■ **Aim of the task**
The response should contain all of the records, copied exactly, and none of the images.

----------

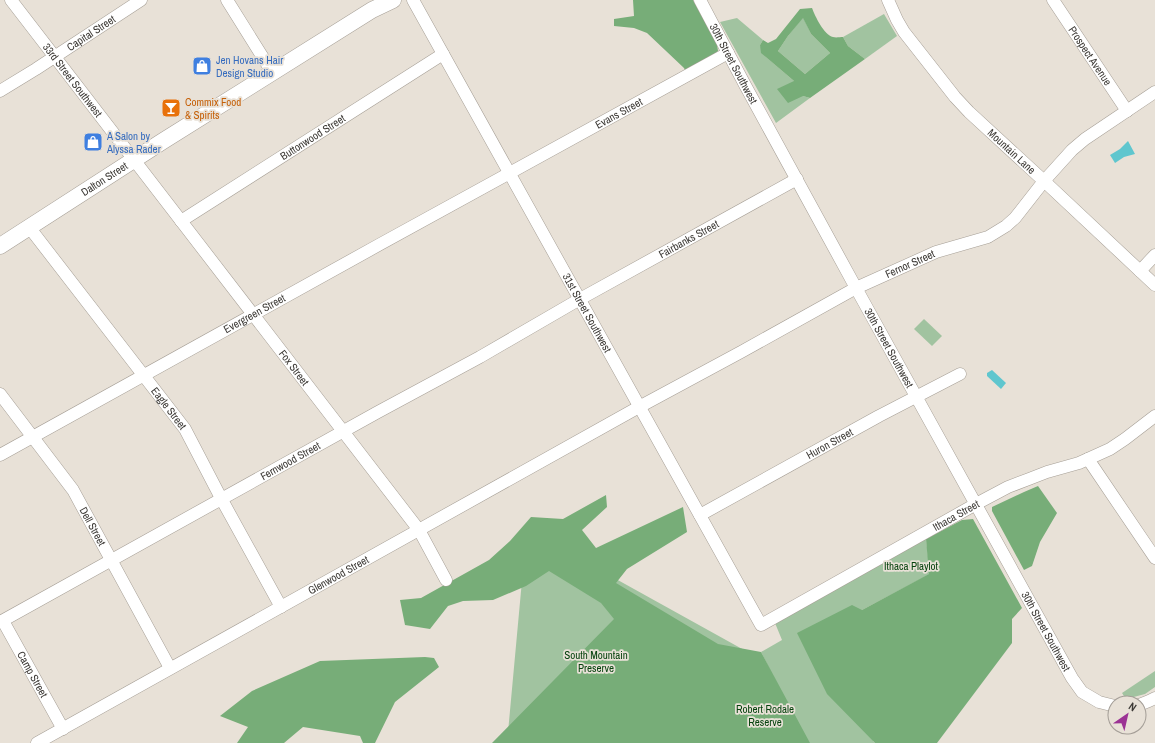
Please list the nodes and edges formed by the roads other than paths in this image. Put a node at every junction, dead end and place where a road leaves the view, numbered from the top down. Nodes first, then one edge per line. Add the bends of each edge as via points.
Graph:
1 (11, 0) edge
2 (141, 0) edge
3 (227, 0) edge
4 (393, 0) edge
5 (414, 0) edge
6 (700, 0) edge
7 (888, 0) edge
8 (1053, 0) edge
9 (728, 52) junction
10 (443, 54) junction
11 (55, 56) junction
12 (272, 72) junction
13 (0, 90) edge
14 (1155, 92) edge
15 (1127, 111) junction
16 (134, 160) junction
17 (510, 173) junction
18 (796, 179) junction
19 (1044, 180) junction
20 (181, 221) junction
21 (29, 227) junction
22 (0, 246) edge
23 (1155, 255) edge
24 (1140, 271) junction
25 (1155, 285) edge
26 (856, 288) junction
27 (580, 299) junction
28 (253, 314) junction
29 (960, 374) dead end
30 (143, 375) junction
31 (0, 394) edge
32 (916, 396) junction
33 (640, 407) junction
34 (1155, 416) edge
35 (343, 431) junction
36 (33, 437) junction
37 (0, 455) edge
38 (1088, 460) junction
39 (222, 500) junction
40 (976, 504) junction
41 (700, 515) junction
42 (419, 530) junction
43 (1155, 558) edge
44 (111, 560) junction
45 (446, 580) dead end
46 (281, 607) junction
47 (2, 622) edge
48 (761, 625) joint
49 (170, 668) junction
50 (1107, 704) edge
51 (62, 729) junction
52 (37, 743) edge

1 - 11 street, 33rd Street Southwest
2 - 11 street, Capital Street
3 - 12 street
4 - 12 main road, Dalton Street via 372,10
5 - 10 street, 31st Street Southwest
6 - 9 street, 30th Street Southwest
7 - 19 street, Mountain Lane via 904,32 955,97
8 - 15 street, Prospect Avenue
9 - 17 street, Evans Street
9 - 18 street, 30th Street Southwest
10 - 17 street, 31st Street Southwest
10 - 20 street, Buttonwood Street
11 - 13 street, Capital Street
11 - 16 street, 33rd Street Southwest
12 - 16 main road, Dalton Street
14 - 15 street, Fernor Street
15 - 19 street, Fernor Street via 1085,139 1063,158
16 - 20 street, Fox Street
16 - 21 main road, Dalton Street
17 - 27 street, 31st Street Southwest
17 - 28 street, Evergreen Street
18 - 26 street, 30th Street Southwest
18 - 27 street, Fairbanks Street
19 - 24 street, Mountain Lane
19 - 26 street, Fernor Street via 1015,218 988,237 936,252
20 - 28 street, Fox Street
21 - 22 main road, Dalton Street
21 - 30 street, Eagle Street
23 - 24 street
24 - 25 street, Mountain Lane
26 - 32 street, 30th Street Southwest
26 - 33 street, Fernor Street
27 - 33 street, 31st Street Southwest
27 - 35 street, Fernwood Street via 480,357
28 - 30 street, Evergreen Street
28 - 35 street, Fox Street
29 - 32 street, Huron Street
30 - 36 street, Evergreen Street
30 - 39 street, Eagle Street via 184,429
31 - 36 street, Dell Street
32 - 40 street, 30th Street Southwest
32 - 41 street, Huron Street
33 - 41 street, 31st Street Southwest
33 - 42 street, Glenwood Street
34 - 38 street, Ithaca Street via 1110,449
35 - 39 street, Fernwood Street
35 - 42 street, Fox Street
36 - 37 street, Evergreen Street
36 - 44 street, Dell Street via 72,490
38 - 40 street, Ithaca Street via 1008,487
38 - 43 street
39 - 44 street, Fernwood Street
39 - 46 street, Eagle Street
40 - 48 street, Ithaca Street
40 - 50 street, 30th Street Southwest via 1072,678 1082,692
41 - 48 street, 31st Street Southwest
42 - 45 street, Fox Street
42 - 46 street, Glenwood Street
44 - 47 street, Fernwood Street
44 - 49 street, Dell Street
46 - 49 street, Glenwood Street
47 - 51 street, Camp Street
49 - 51 street, Glenwood Street
51 - 52 street, Glenwood Street

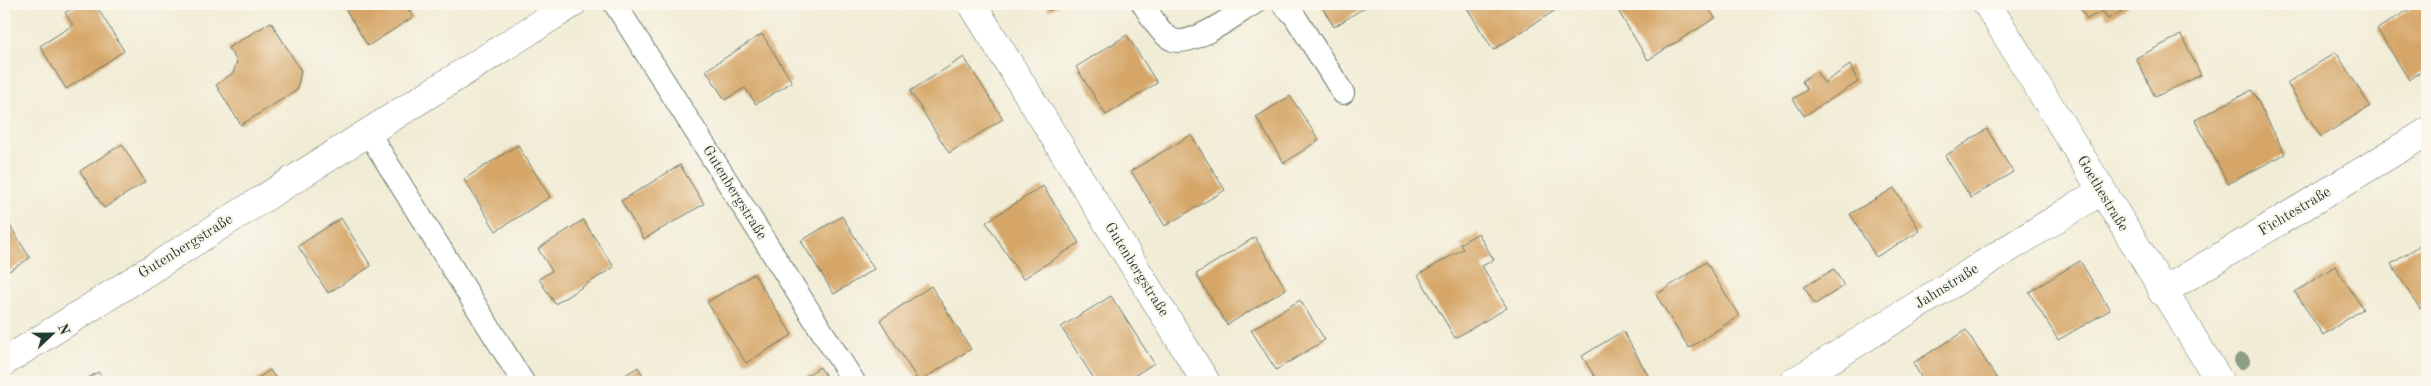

----------

■ **Your response**
Please list the nodes and edges formed by the roads other than paths in this image. Put a node at every junction, dead end and place where a road leaves the view, numbered from the top down. Nodes first, then one edge per line. Add the bends of each edge as via points.
Graph:
1 (11, 0) edge
2 (141, 0) edge
3 (227, 0) edge
4 (393, 0) edge
5 (414, 0) edge
6 (700, 0) edge
7 (888, 0) edge
8 (1053, 0) edge
9 (728, 52) junction
10 (443, 54) junction
11 (55, 56) junction
12 (272, 72) junction
13 (0, 90) edge
14 (1155, 92) edge
15 (1127, 111) junction
16 (134, 160) junction
17 (510, 173) junction
18 (796, 179) junction
19 (1044, 180) junction
20 (181, 221) junction
21 (29, 227) junction
22 (0, 246) edge
23 (1155, 255) edge
24 (1140, 271) junction
25 (1155, 285) edge
26 (856, 288) junction
27 (580, 299) junction
28 (253, 314) junction
29 (960, 374) dead end
30 (143, 375) junction
31 (0, 394) edge
32 (916, 396) junction
33 (640, 407) junction
34 (1155, 416) edge
35 (343, 431) junction
36 (33, 437) junction
37 (0, 455) edge
38 (1088, 460) junction
39 (222, 500) junction
40 (976, 504) junction
41 (700, 515) junction
42 (419, 530) junction
43 (1155, 558) edge
44 (111, 560) junction
45 (446, 580) dead end
46 (281, 607) junction
47 (2, 622) edge
48 (761, 625) joint
49 (170, 668) junction
50 (1107, 704) edge
51 (62, 729) junction
52 (37, 743) edge

1 - 11 street, 33rd Street Southwest
2 - 11 street, Capital Street
3 - 12 street
4 - 12 main road, Dalton Street via 372,10
5 - 10 street, 31st Street Southwest
6 - 9 street, 30th Street Southwest
7 - 19 street, Mountain Lane via 904,32 955,97
8 - 15 street, Prospect Avenue
9 - 17 street, Evans Street
9 - 18 street, 30th Street Southwest
10 - 17 street, 31st Street Southwest
10 - 20 street, Buttonwood Street
11 - 13 street, Capital Street
11 - 16 street, 33rd Street Southwest
12 - 16 main road, Dalton Street
14 - 15 street, Fernor Street
15 - 19 street, Fernor Street via 1085,139 1063,158
16 - 20 street, Fox Street
16 - 21 main road, Dalton Street
17 - 27 street, 31st Street Southwest
17 - 28 street, Evergreen Street
18 - 26 street, 30th Street Southwest
18 - 27 street, Fairbanks Street
19 - 24 street, Mountain Lane
19 - 26 street, Fernor Street via 1015,218 988,237 936,252
20 - 28 street, Fox Street
21 - 22 main road, Dalton Street
21 - 30 street, Eagle Street
23 - 24 street
24 - 25 street, Mountain Lane
26 - 32 street, 30th Street Southwest
26 - 33 street, Fernor Street
27 - 33 street, 31st Street Southwest
27 - 35 street, Fernwood Street via 480,357
28 - 30 street, Evergreen Street
28 - 35 street, Fox Street
29 - 32 street, Huron Street
30 - 36 street, Evergreen Street
30 - 39 street, Eagle Street via 184,429
31 - 36 street, Dell Street
32 - 40 street, 30th Street Southwest
32 - 41 street, Huron Street
33 - 41 street, 31st Street Southwest
33 - 42 street, Glenwood Street
34 - 38 street, Ithaca Street via 1110,449
35 - 39 street, Fernwood Street
35 - 42 street, Fox Street
36 - 37 street, Evergreen Street
36 - 44 street, Dell Street via 72,490
38 - 40 street, Ithaca Street via 1008,487
38 - 43 street
39 - 44 street, Fernwood Street
39 - 46 street, Eagle Street
40 - 48 street, Ithaca Street
40 - 50 street, 30th Street Southwest via 1072,678 1082,692
41 - 48 street, 31st Street Southwest
42 - 45 street, Fox Street
42 - 46 street, Glenwood Street
44 - 47 street, Fernwood Street
44 - 49 street, Dell Street
46 - 49 street, Glenwood Street
47 - 51 street, Camp Street
49 - 51 street, Glenwood Street
51 - 52 street, Glenwood Street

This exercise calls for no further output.